README

*********************************************************
* Duncan Johnson
* Eddy Zhang
*********************************************************

Purpose

Gerp takes in a directory and spends time indexing each word 
from it, which then allows the user to search for words, and
every line with that words is quickly output to a given file. 
Users can search for words case-sensitively or without regard
for upper and lowercase, and users can change the file to which
the output is sent. 

---------------------------------------------------------

Program Files

main.cpp
    Parses command line arguments from the user, passes 
    the directory to search from and output file to Gerp.
    Runs Gerp.
    
Gerp.h
    Public constructor that takes the command line arguments from main,
    private member variables for the case sensitive and lowercase Hash 
    Tables, vector of all lines of text that could be printed to output.

Gerp.cpp
    Sets up the two different Hash Tables by traversing the directory, 
    indexing each file, putting the lines into a vector and each word 
    into the two Hash Tables.
    Also runs game loop, asking the user for commands and executes
    the corresponding functionality.

HashTable.h
    Declaration of HashTable class. Hashtable is implemented by an array of 
    Buckets, and each bucket contains a KeyValue type list. KeyValue has two 
    elements -- a string word and a list of int indicies that represent the 
    lines the word appears. We used chaining to solve collisions.

HashTable.cpp
    Implements the Hash ADT, which gives us constant time access to each 
    Bucket and the ability to control when the Hash expands in order to 
    keep the average constant time access and insertion.
    Inserts words as keys and integers as values, clients can get a list
    of all integers inserted for a given word.


unit_tests.h
    Unit tests for all Hash Table and Gerp functionality, file output was
    put in temporary files and then read back in using assertions to make sure
    it's the correct output. Hash Table member variables were made private
    in order to check that data was put into the Hash Table correctly.

Makefile
    Commands to build Gerp, Gerp.o, HashTable.o, and unit_test our program.

---------------------------------------------------------

Compile

    make gerp

---------------------------------------------------------

Run

    ./gerp DirectoryToIndex OutputFile

    where DirectoryToIndex is the directory the user wants to search and 
    the results will be printed in OutputFile.
    
---------------------------------------------------------

Architectural Overview

Each instance of Gerp has three important data structures:
a vector of all lines of text from the indexed directory
a Hash Table of case-sensitive words
a Hash Table of all lowercase words

Each Hash Table is an array of Buckets.

A Bucket is a a struct we created which has a Linked List of 
KeyValues.
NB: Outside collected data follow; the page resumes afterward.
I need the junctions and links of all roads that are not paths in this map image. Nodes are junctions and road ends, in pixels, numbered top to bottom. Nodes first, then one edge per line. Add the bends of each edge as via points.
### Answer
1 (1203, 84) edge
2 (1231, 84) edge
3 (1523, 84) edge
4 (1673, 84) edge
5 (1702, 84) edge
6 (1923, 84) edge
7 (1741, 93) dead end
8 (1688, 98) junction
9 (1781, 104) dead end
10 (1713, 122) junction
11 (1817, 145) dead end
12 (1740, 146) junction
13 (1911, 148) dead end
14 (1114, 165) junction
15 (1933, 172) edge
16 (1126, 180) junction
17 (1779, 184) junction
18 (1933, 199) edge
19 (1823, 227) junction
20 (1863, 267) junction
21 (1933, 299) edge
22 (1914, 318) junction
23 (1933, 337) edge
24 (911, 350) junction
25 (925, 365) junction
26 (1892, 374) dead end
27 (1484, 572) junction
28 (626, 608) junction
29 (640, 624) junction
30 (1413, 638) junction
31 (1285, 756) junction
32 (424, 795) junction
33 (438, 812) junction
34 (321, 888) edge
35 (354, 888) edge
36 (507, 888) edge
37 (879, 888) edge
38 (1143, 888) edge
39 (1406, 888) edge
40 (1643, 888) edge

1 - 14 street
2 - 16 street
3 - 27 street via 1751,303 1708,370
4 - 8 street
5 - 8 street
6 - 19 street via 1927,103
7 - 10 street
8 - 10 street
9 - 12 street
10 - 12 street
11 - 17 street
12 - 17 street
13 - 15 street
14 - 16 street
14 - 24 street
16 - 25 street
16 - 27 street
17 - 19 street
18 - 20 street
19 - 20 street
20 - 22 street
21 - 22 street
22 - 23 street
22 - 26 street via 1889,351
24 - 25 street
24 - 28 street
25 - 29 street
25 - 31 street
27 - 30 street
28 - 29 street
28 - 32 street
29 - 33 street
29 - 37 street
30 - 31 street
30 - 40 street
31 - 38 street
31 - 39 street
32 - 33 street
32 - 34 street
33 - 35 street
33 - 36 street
This allows us to chain together collisions inside each Bucket.

KeyValue is a struct we created with two pieces of information:
a string word
a list of integers
This lets us iterate through the chain to find the exact list of
integers we want to return to the client, and when the client inserts
a new pair of string and int, we can append the integer to the KeyValue
with the matching key. 


---------------------------------------------------------

Data Structures

We choose array to implement our hash table because array has constant 
access time O(1).

It takes O(n) to expand the hash table and rehash all the elements.
We use chaining to prevent collisions. Since we always keep the load factor 
less than 70%, we are able to assure that the length of each list is short 
enough to maintain an approximate constant accessing and inserting time.
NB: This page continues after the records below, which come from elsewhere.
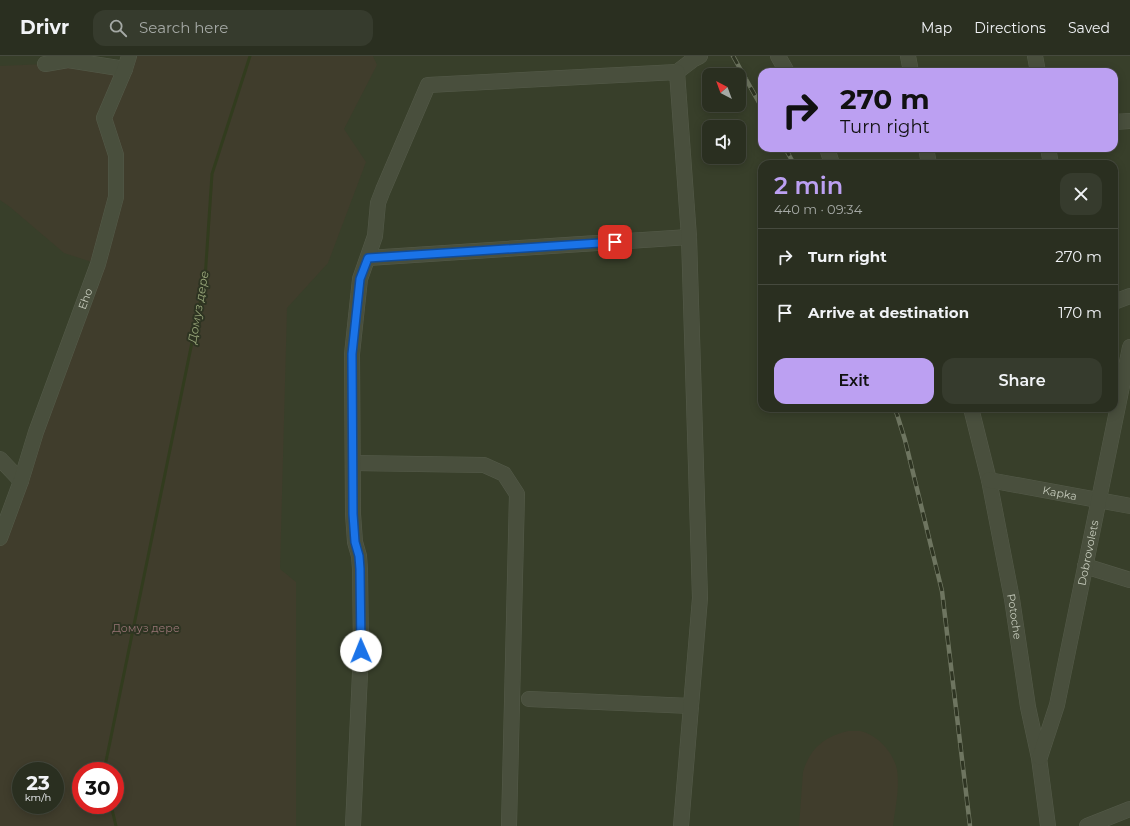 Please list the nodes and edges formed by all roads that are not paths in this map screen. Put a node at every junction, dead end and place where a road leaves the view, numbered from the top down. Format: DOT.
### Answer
graph roads {
  1 [pos="778,56"];
  2 [pos="908,56"];
  3 [pos="1036,56"];
  4 [pos="695,57"];
  5 [pos="127,63"];
  6 [pos="45,64"];
  7 [pos="785,68"];
  8 [pos="910,68"];
  9 [pos="1038,68"];
  10 [pos="677,72"];
  11 [pos="1130,120"];
  12 [pos="1118,122"];
  13 [pos="689,237"];
  14 [pos="368,258"];
  15 [pos="1130,296"];
  16 [pos="1118,300"];
  17 [pos="1130,346"];
  18 [pos="1118,405"];
  19 [pos="972,412"];
  20 [pos="1117,412"];
  21 [pos="0,459"];
  22 [pos="353,463"];
  23 [pos="989,480"];
  24 [pos="21,481"];
  25 [pos="1099,499"];
  26 [pos="1130,506"];
  27 [pos="0,538"];
  28 [pos="1085,566"];
  29 [pos="1130,580"];
  30 [pos="529,699"];
  31 [pos="691,706"];
  32 [pos="1039,758"];
  33 [pos="1130,809"];
  34 [pos="353,826"];
  35 [pos="509,826"];
  36 [pos="681,826"];
  37 [pos="1048,826"];
  38 [pos="1087,826"];
  1 -- 7 [label="street"];
  2 -- 8 [label="street"];
  3 -- 9 [label="street"];
  4 -- 10 [label="street"];
  5 -- 6 [label="street"];
  5 -- 24 [label="street, Eho"];
  10 -- 13 [label="street"];
  10 -- 14 [label="street"];
  11 -- 12 [label="street"];
  13 -- 14 [label="street"];
  13 -- 31 [label="street"];
  14 -- 22 [label="street"];
  15 -- 16 [label="street"];
  17 -- 18 [label="street, Dobrovolets"];
  19 -- 23 [label="street, Potoche"];
  20 -- 25 [label="street, Dobrovolets"];
  21 -- 24 [label="street"];
  22 -- 34 [label="street"];
  22 -- 35 [label="street"];
  23 -- 25 [label="street, Kapka"];
  23 -- 32 [label="street, Potoche"];
  24 -- 27 [label="street, Eho"];
  25 -- 26 [label="street, Kapka"];
  25 -- 28 [label="street, Dobrovolets"];
  28 -- 29 [label="street"];
  28 -- 32 [label="street, Dobrovolets"];
  30 -- 31 [label="street"];
  31 -- 36 [label="street"];
  32 -- 37 [label="street, Potoche"];
  33 -- 38 [label="street"];
}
For each KeyValue, we also used linked list to store the indicies of words, 
which takes O(1) to insert and we only need to iterate through the whole 
list, so getting index-based access is not necessary. In order to make sure
we don't insert the same line twice (in the case it has the same word twice),
we first inserted all of the words on the line into a set to eliminate any
duplicates, this takes O(log(w) since set is a BST), where w is the number 
of words on the line, but w is never larger than 20 or 30 or so, so this does
not effect our constant time insert very much.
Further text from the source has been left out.